**TASK PROMPT**
All pictures must be dropped, while the entries are given again word for word.

(Data records)
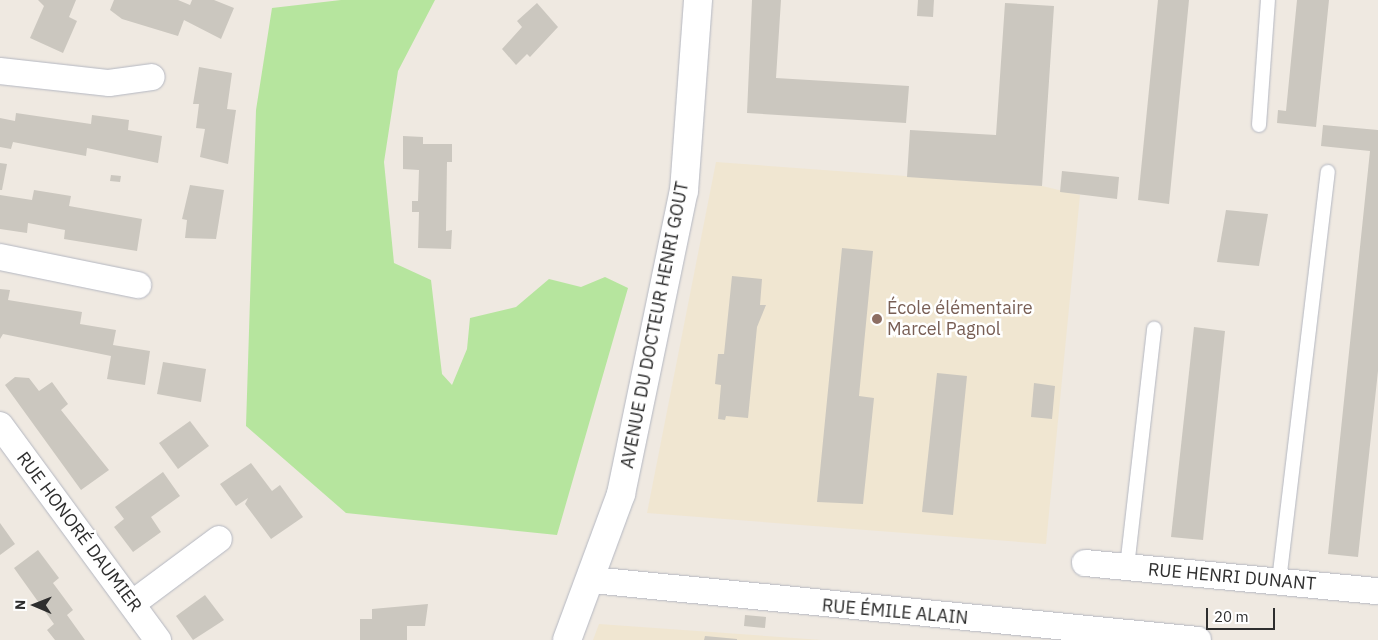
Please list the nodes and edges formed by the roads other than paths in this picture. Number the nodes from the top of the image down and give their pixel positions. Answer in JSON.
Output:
{"nodes":[{"id":1,"x":698,"y":0,"type":"edge"},
{"id":2,"x":1268,"y":0,"type":"edge"},
{"id":3,"x":0,"y":71,"type":"edge"},
{"id":4,"x":152,"y":78,"type":"dead end"},
{"id":5,"x":1258,"y":125,"type":"dead end"},
{"id":6,"x":1328,"y":172,"type":"dead end"},
{"id":7,"x":0,"y":257,"type":"edge"},
{"id":8,"x":138,"y":286,"type":"dead end"},
{"id":9,"x":1154,"y":329,"type":"dead end"},
{"id":10,"x":0,"y":425,"type":"edge"},
{"id":11,"x":219,"y":539,"type":"dead end"},
{"id":12,"x":1085,"y":563,"type":"dead end"},
{"id":13,"x":1127,"y":567,"type":"junction"},
{"id":14,"x":592,"y":580,"type":"junction"},
{"id":15,"x":1279,"y":581,"type":"junction"},
{"id":16,"x":1378,"y":591,"type":"edge"},
{"id":17,"x":133,"y":603,"type":"junction"},
{"id":18,"x":158,"y":640,"type":"edge"},
{"id":19,"x":567,"y":640,"type":"edge"},
{"id":20,"x":1198,"y":640,"type":"edge"}],
"edges":[{"from":1,"to":14,"type":"main road","name":"AVENUE DU DOCTEUR HENRI GOUT"},
{"from":2,"to":5,"type":"lane"},
{"from":3,"to":4,"type":"street"},
{"from":6,"to":15,"type":"lane"},
{"from":7,"to":8,"type":"street"},
{"from":9,"to":13,"type":"lane"},
{"from":10,"to":17,"type":"street","name":"RUE HONORÉ DAUMIER"},
{"from":11,"to":17,"type":"street"},
{"from":12,"to":13,"type":"street","name":"RUE HENRI DUNANT"},
{"from":13,"to":15,"type":"street","name":"RUE HENRI DUNANT"},
{"from":14,"to":19,"type":"main road","name":"AVENUE DU DOCTEUR HENRI GOUT"},
{"from":14,"to":20,"type":"street","name":"RUE ÉMILE ALAIN"},
{"from":15,"to":16,"type":"street","name":"RUE HENRI DUNANT"},
{"from":17,"to":18,"type":"street","name":"RUE HONORÉ DAUMIER"}]}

**RESULT OF THE EXERCISE**
Please list the nodes and edges formed by the roads other than paths in this picture. Number the nodes from the top of the image down and give their pixel positions. Answer in JSON.
Output:
{"nodes":[{"id":1,"x":698,"y":0,"type":"edge"},
{"id":2,"x":1268,"y":0,"type":"edge"},
{"id":3,"x":0,"y":71,"type":"edge"},
{"id":4,"x":152,"y":78,"type":"dead end"},
{"id":5,"x":1258,"y":125,"type":"dead end"},
{"id":6,"x":1328,"y":172,"type":"dead end"},
{"id":7,"x":0,"y":257,"type":"edge"},
{"id":8,"x":138,"y":286,"type":"dead end"},
{"id":9,"x":1154,"y":329,"type":"dead end"},
{"id":10,"x":0,"y":425,"type":"edge"},
{"id":11,"x":219,"y":539,"type":"dead end"},
{"id":12,"x":1085,"y":563,"type":"dead end"},
{"id":13,"x":1127,"y":567,"type":"junction"},
{"id":14,"x":592,"y":580,"type":"junction"},
{"id":15,"x":1279,"y":581,"type":"junction"},
{"id":16,"x":1378,"y":591,"type":"edge"},
{"id":17,"x":133,"y":603,"type":"junction"},
{"id":18,"x":158,"y":640,"type":"edge"},
{"id":19,"x":567,"y":640,"type":"edge"},
{"id":20,"x":1198,"y":640,"type":"edge"}],
"edges":[{"from":1,"to":14,"type":"main road","name":"AVENUE DU DOCTEUR HENRI GOUT"},
{"from":2,"to":5,"type":"lane"},
{"from":3,"to":4,"type":"street"},
{"from":6,"to":15,"type":"lane"},
{"from":7,"to":8,"type":"street"},
{"from":9,"to":13,"type":"lane"},
{"from":10,"to":17,"type":"street","name":"RUE HONORÉ DAUMIER"},
{"from":11,"to":17,"type":"street"},
{"from":12,"to":13,"type":"street","name":"RUE HENRI DUNANT"},
{"from":13,"to":15,"type":"street","name":"RUE HENRI DUNANT"},
{"from":14,"to":19,"type":"main road","name":"AVENUE DU DOCTEUR HENRI GOUT"},
{"from":14,"to":20,"type":"street","name":"RUE ÉMILE ALAIN"},
{"from":15,"to":16,"type":"street","name":"RUE HENRI DUNANT"},
{"from":17,"to":18,"type":"street","name":"RUE HONORÉ DAUMIER"}]}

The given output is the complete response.